Matt Walsh Pretty Sure Arranged Marriage Better Because Too Much Mustard In The Mustard Aisle, Boy Howdy Yep

Matt Walsh Pretty Sure Arranged Marriage Better Because Too Much Mustard In The Mustard Aisle, Boy Howdy Yep

Daily Wire columnist Matt Walsh is an extremely poor man's Tucker Carlson, a walking white male deficiency complex without the perks of Tucker's fame, money or delicate skincare regimen. Yep, he's pretty hot.

Some hot takes from Walsh:

He's extremely worried white people are being replaced.

He thinks mask-wearing is "disgraceful, arrogant, and offensive," because you are "treating air like it is toxic and other humans like they are nothing but vessels of disease." (He's right. When a MAGA-breather gets in our general airspace, we do try to get away from the fumes.)

He's offended by the idea of paternity leave because he doesn't think babies bond with their fathers until they're "much older." Shot in the dark here, but we're guessing some of what Matt Walsh says is a result of his own father. He likely thinks this is a good thing.

He wants to film teachers to make sure they're not filling kids' heads with actual facts that contradict whatever "Father Knows Best" garbage he's filling his kids' minds with.

He thinks birth control pills are "poison" because they keep women from fulfilling their true potential as superhero broodmares. He also thinks birth control pills make women stop loving masculine men like himself Frank Sinatra and John Wayne, and instead start loving "feminine" men like Zac Efron and Justin Bieber.

That's right. The guy pictured above placed himself on a masculinity pedestal above Zac Efron. Like we said, he's pretty hot.

And now, this here is a video about how Matt Walsh thinks arranged marriages are superior to the system we have, because there's just TOO MUCH MUSTARD IN THE MUSTARD AISLE and we guess he's just afraid nobody will pick mustard varieties like him to put them in their cart and take them home and squeeze them until they squirt.

WALSH: There are far too many choices. So, the modern dating scene is what happens when every beggar becomes a chooser.

One immediately gets the feeling Walsh is talking to the guys who resent not being "choosers."

WALSH: Everyone is lonely and desperate for companionship, but the field is so flooded with options, there's such a surplus, that you begin to feel kinda like I feel when I'm in the condiment aisle at Walmart trying to buy mustard and there are 197 different types of mustard, and though all I want is just regular mustard, the overwhelming array of options paralyzes me ...

Paralyzes him?

WALSH: ... and I'm just standing there slack-jawed ...
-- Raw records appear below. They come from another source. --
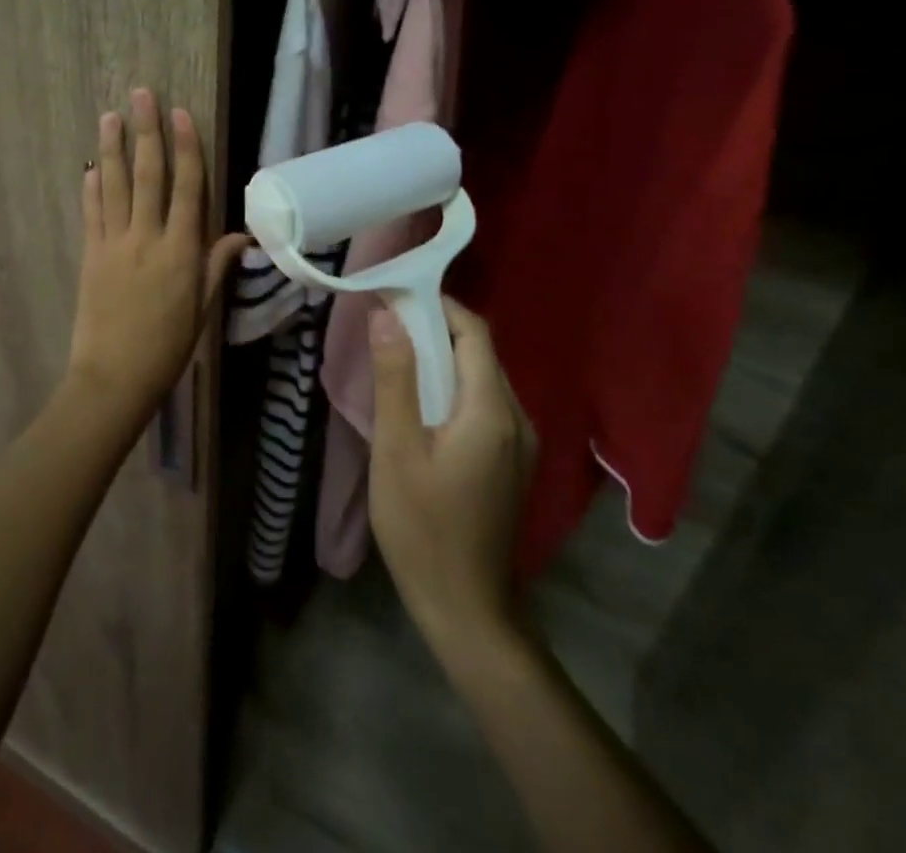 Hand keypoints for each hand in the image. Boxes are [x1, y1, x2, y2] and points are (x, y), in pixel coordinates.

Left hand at [66, 87, 246, 418]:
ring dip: (112, 149)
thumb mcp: (202, 309)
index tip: (181, 113)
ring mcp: (114, 245)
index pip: (186, 187)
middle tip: (141, 95)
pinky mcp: (90, 256)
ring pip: (115, 186)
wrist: (114, 378)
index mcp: (180, 251)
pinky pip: (91, 214)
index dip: (186, 147)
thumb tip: (242, 235)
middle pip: (148, 175)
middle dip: (146, 132)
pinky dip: (92, 188)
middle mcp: (147, 238)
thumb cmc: (168, 347)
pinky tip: (91, 167)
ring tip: (109, 116)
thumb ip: (216, 266)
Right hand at [369, 297, 537, 650]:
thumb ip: (394, 377)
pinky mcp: (510, 461)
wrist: (465, 610)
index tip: (396, 294)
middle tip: (386, 323)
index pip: (473, 332)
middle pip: (479, 352)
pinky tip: (420, 401)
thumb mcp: (397, 448)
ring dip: (442, 358)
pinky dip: (452, 386)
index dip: (438, 305)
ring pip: (481, 378)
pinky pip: (483, 403)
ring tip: (396, 355)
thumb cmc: (423, 527)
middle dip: (436, 328)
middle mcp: (517, 417)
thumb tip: (386, 314)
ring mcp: (519, 443)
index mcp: (492, 409) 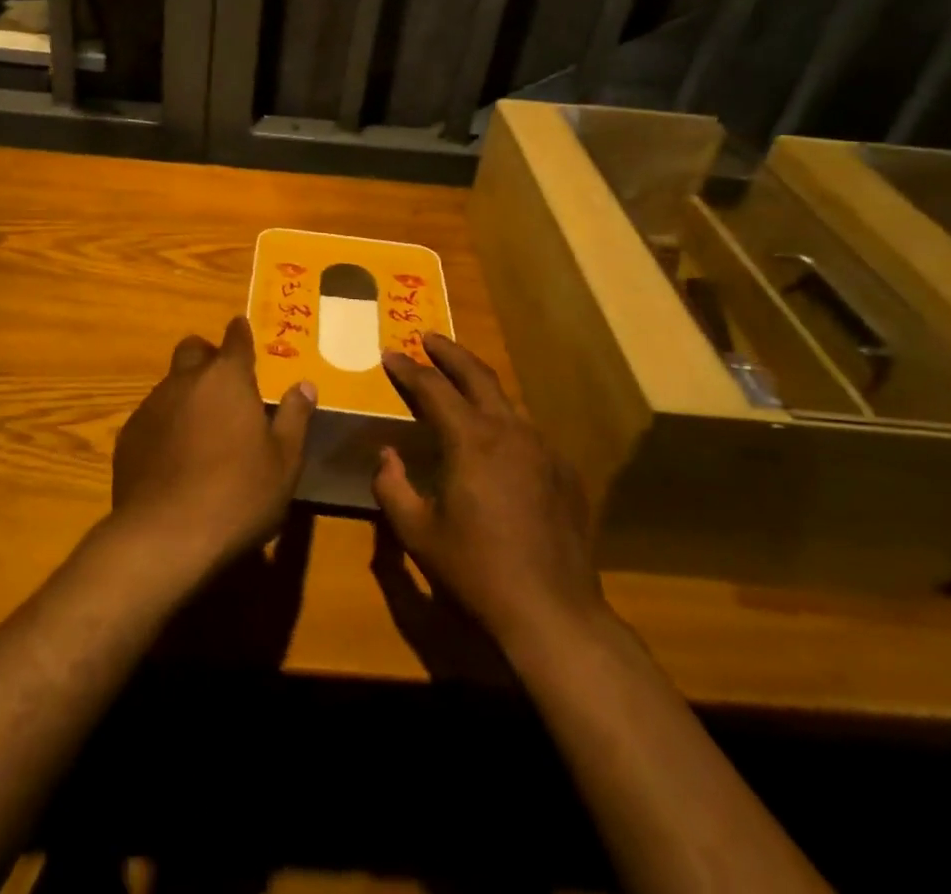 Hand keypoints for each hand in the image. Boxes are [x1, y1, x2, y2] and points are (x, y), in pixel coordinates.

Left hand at [110, 318, 315, 573]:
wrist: (165, 536)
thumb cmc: (238, 495)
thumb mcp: (284, 462)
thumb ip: (294, 417)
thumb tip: (305, 385)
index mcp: (228, 379)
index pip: (235, 339)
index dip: (240, 333)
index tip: (242, 328)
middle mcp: (186, 381)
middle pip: (193, 350)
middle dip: (208, 356)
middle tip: (223, 382)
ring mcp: (151, 406)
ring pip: (170, 384)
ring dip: (186, 393)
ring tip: (201, 428)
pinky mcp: (128, 435)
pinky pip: (151, 416)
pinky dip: (165, 424)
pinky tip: (174, 457)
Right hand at [372, 333, 606, 650]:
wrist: (553, 613)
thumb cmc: (476, 571)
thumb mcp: (417, 533)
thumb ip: (392, 487)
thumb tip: (386, 455)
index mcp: (471, 440)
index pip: (433, 388)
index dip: (408, 369)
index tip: (391, 354)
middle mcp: (510, 431)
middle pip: (477, 375)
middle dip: (449, 353)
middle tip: (428, 338)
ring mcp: (543, 449)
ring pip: (507, 400)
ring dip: (479, 384)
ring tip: (460, 381)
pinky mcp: (564, 472)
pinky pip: (528, 432)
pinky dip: (504, 421)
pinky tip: (497, 440) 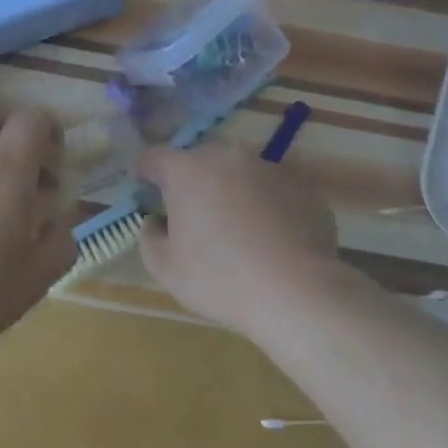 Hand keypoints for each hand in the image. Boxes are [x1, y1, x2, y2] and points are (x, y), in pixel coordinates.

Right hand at [136, 142, 338, 334]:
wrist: (296, 292)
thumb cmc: (220, 278)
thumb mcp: (165, 268)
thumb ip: (149, 236)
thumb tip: (156, 221)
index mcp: (188, 169)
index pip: (154, 157)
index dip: (145, 171)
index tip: (144, 188)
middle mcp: (228, 156)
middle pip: (200, 160)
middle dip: (192, 180)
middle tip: (192, 213)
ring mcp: (269, 166)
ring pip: (239, 171)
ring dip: (231, 188)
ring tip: (237, 225)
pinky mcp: (303, 185)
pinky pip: (273, 187)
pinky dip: (266, 202)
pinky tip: (271, 235) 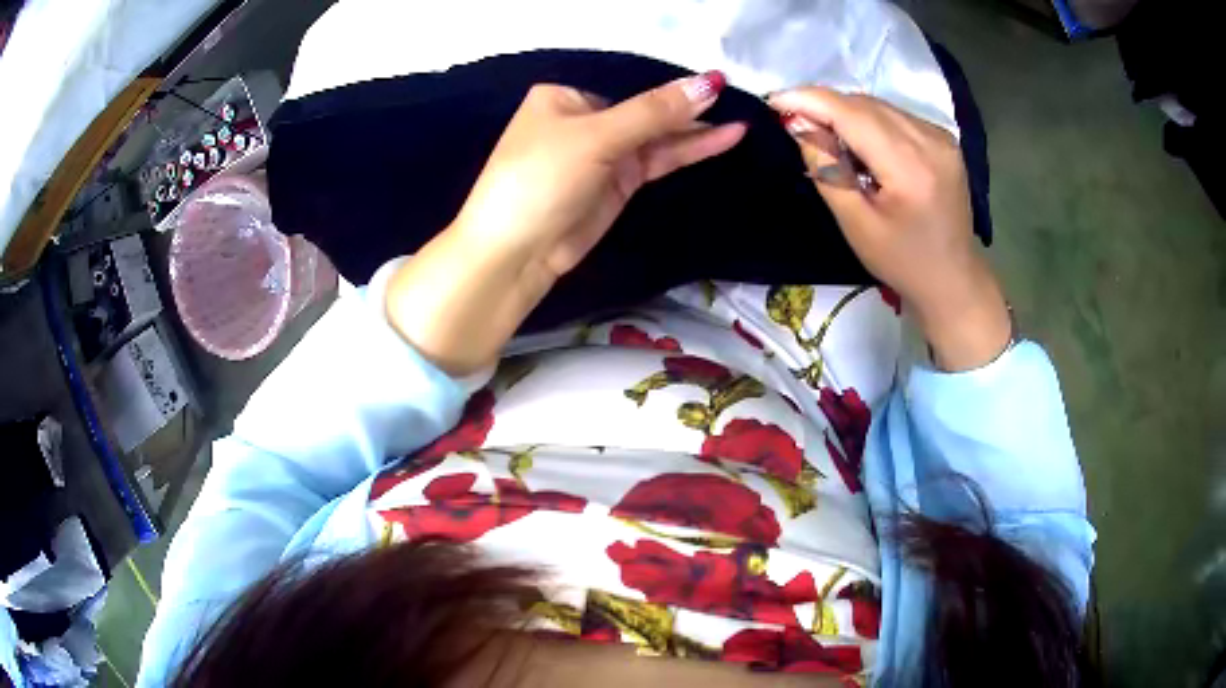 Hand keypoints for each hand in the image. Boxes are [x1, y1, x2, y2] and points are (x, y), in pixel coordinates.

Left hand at [387, 73, 745, 374]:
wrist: (516, 253)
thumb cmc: (540, 178)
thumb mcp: (595, 138)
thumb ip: (654, 112)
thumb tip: (709, 82)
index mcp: (566, 95)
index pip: (628, 81)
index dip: (671, 82)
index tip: (719, 79)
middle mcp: (586, 118)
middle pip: (646, 107)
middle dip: (689, 105)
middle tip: (739, 97)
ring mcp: (604, 151)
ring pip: (658, 134)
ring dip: (697, 128)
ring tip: (742, 117)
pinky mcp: (619, 181)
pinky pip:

Just standing there slack-jawed, staring at mustard.

WALSH: questioning whether I should be settling for just regular mustard when I could be getting gourmet dijon whole grain honey French yellow spicy brown white yellow German mustard instead.

Yep, Walsh is definitely sticking up for the unchosen bottles of mustard here.

Walsh is married, by the way. So why does he always sound like such an incel? It is a mystery.

WALSH: Everything is plentiful, and can be obtained effortlessly and cheaply.

Too cheaply, he says. With this much mustard in the mustard aisle, will guys like Matt Walsh ever get to squirt?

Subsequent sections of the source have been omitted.